*Exercise*:
Present the data once more in exactly its original form.

Recorded data:
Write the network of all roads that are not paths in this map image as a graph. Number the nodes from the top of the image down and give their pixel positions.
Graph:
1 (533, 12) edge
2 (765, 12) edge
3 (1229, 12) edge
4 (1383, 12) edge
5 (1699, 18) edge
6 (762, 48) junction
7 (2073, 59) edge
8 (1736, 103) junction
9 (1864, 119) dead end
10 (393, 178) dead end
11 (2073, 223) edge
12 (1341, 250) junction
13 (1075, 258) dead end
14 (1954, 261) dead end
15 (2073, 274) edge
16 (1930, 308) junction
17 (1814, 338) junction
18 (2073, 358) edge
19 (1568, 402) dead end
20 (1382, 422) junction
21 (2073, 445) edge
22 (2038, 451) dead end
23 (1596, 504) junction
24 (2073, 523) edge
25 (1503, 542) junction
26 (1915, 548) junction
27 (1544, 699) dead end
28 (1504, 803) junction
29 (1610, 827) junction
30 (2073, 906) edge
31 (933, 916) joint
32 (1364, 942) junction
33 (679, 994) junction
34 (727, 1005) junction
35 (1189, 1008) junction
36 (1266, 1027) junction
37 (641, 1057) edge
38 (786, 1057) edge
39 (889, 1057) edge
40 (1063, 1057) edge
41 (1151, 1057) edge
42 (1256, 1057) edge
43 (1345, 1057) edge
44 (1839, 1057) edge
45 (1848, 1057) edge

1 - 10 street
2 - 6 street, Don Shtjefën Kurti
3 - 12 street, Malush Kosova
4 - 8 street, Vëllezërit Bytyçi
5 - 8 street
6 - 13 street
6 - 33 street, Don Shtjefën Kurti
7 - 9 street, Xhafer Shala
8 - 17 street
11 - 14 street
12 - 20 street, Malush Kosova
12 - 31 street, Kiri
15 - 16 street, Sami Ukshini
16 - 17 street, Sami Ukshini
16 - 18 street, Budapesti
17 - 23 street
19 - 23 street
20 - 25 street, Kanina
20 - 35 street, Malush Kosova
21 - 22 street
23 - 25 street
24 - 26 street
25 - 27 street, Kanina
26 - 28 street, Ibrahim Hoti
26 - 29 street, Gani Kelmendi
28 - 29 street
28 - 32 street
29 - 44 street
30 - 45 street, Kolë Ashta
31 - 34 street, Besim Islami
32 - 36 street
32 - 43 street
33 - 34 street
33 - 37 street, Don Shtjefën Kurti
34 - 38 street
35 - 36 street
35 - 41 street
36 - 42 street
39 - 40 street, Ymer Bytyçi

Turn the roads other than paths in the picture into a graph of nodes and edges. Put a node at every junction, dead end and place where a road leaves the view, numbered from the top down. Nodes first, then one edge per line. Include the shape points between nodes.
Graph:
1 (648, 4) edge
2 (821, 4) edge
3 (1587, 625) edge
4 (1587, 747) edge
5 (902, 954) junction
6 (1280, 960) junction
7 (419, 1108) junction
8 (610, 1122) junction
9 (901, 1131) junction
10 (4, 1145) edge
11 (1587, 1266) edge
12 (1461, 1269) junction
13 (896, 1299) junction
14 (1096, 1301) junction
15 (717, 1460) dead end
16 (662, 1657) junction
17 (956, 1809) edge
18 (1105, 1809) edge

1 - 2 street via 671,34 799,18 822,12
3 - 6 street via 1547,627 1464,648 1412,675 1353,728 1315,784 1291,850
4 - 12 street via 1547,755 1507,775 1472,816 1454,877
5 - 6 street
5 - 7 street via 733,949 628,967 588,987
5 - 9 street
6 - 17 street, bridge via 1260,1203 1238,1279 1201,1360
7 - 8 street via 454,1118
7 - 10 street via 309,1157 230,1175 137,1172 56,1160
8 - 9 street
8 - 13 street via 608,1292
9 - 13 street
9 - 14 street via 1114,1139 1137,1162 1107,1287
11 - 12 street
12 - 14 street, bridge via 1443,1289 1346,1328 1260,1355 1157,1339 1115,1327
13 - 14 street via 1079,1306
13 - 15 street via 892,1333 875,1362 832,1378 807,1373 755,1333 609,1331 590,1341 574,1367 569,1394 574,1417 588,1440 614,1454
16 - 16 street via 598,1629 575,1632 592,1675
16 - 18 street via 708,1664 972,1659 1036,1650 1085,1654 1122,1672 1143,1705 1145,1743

*Output of the task*:
Write the network of all roads that are not paths in this map image as a graph. Number the nodes from the top of the image down and give their pixel positions.
Graph:
1 (533, 12) edge
2 (765, 12) edge
3 (1229, 12) edge
4 (1383, 12) edge
5 (1699, 18) edge
6 (762, 48) junction
7 (2073, 59) edge
8 (1736, 103) junction
9 (1864, 119) dead end
10 (393, 178) dead end
11 (2073, 223) edge
12 (1341, 250) junction
13 (1075, 258) dead end
14 (1954, 261) dead end
15 (2073, 274) edge
16 (1930, 308) junction
17 (1814, 338) junction
18 (2073, 358) edge
19 (1568, 402) dead end
20 (1382, 422) junction
21 (2073, 445) edge
22 (2038, 451) dead end
23 (1596, 504) junction
24 (2073, 523) edge
25 (1503, 542) junction
26 (1915, 548) junction
27 (1544, 699) dead end
28 (1504, 803) junction
29 (1610, 827) junction
30 (2073, 906) edge
31 (933, 916) joint
32 (1364, 942) junction
33 (679, 994) junction
34 (727, 1005) junction
35 (1189, 1008) junction
36 (1266, 1027) junction
37 (641, 1057) edge
38 (786, 1057) edge
39 (889, 1057) edge
40 (1063, 1057) edge
41 (1151, 1057) edge
42 (1256, 1057) edge
43 (1345, 1057) edge
44 (1839, 1057) edge
45 (1848, 1057) edge

1 - 10 street
2 - 6 street, Don Shtjefën Kurti
3 - 12 street, Malush Kosova
4 - 8 street, Vëllezërit Bytyçi
5 - 8 street
6 - 13 street
6 - 33 street, Don Shtjefën Kurti
7 - 9 street, Xhafer Shala
8 - 17 street
11 - 14 street
12 - 20 street, Malush Kosova
12 - 31 street, Kiri
15 - 16 street, Sami Ukshini
16 - 17 street, Sami Ukshini
16 - 18 street, Budapesti
17 - 23 street
19 - 23 street
20 - 25 street, Kanina
20 - 35 street, Malush Kosova
21 - 22 street
23 - 25 street
24 - 26 street
25 - 27 street, Kanina
26 - 28 street, Ibrahim Hoti
26 - 29 street, Gani Kelmendi
28 - 29 street
28 - 32 street
29 - 44 street
30 - 45 street, Kolë Ashta
31 - 34 street, Besim Islami
32 - 36 street
32 - 43 street
33 - 34 street
33 - 37 street, Don Shtjefën Kurti
34 - 38 street
35 - 36 street
35 - 41 street
36 - 42 street
39 - 40 street, Ymer Bytyçi

Turn the roads other than paths in the picture into a graph of nodes and edges. Put a node at every junction, dead end and place where a road leaves the view, numbered from the top down. Nodes first, then one edge per line. Include the shape points between nodes.
Graph:
1 (648, 4) edge
2 (821, 4) edge
3 (1587, 625) edge
4 (1587, 747) edge
5 (902, 954) junction
6 (1280, 960) junction
7 (419, 1108) junction
8 (610, 1122) junction
9 (901, 1131) junction
10 (4, 1145) edge
11 (1587, 1266) edge
12 (1461, 1269) junction
13 (896, 1299) junction
14 (1096, 1301) junction
15 (717, 1460) dead end
16 (662, 1657) junction
17 (956, 1809) edge
18 (1105, 1809) edge

1 - 2 street via 671,34 799,18 822,12
3 - 6 street via 1547,627 1464,648 1412,675 1353,728 1315,784 1291,850
4 - 12 street via 1547,755 1507,775 1472,816 1454,877
5 - 6 street
5 - 7 street via 733,949 628,967 588,987
5 - 9 street
6 - 17 street, bridge via 1260,1203 1238,1279 1201,1360
7 - 8 street via 454,1118
7 - 10 street via 309,1157 230,1175 137,1172 56,1160
8 - 9 street
8 - 13 street via 608,1292
9 - 13 street
9 - 14 street via 1114,1139 1137,1162 1107,1287
11 - 12 street
12 - 14 street, bridge via 1443,1289 1346,1328 1260,1355 1157,1339 1115,1327
13 - 14 street via 1079,1306
13 - 15 street via 892,1333 875,1362 832,1378 807,1373 755,1333 609,1331 590,1341 574,1367 569,1394 574,1417 588,1440 614,1454
16 - 16 street via 598,1629 575,1632 592,1675
16 - 18 street via 708,1664 972,1659 1036,1650 1085,1654 1122,1672 1143,1705 1145,1743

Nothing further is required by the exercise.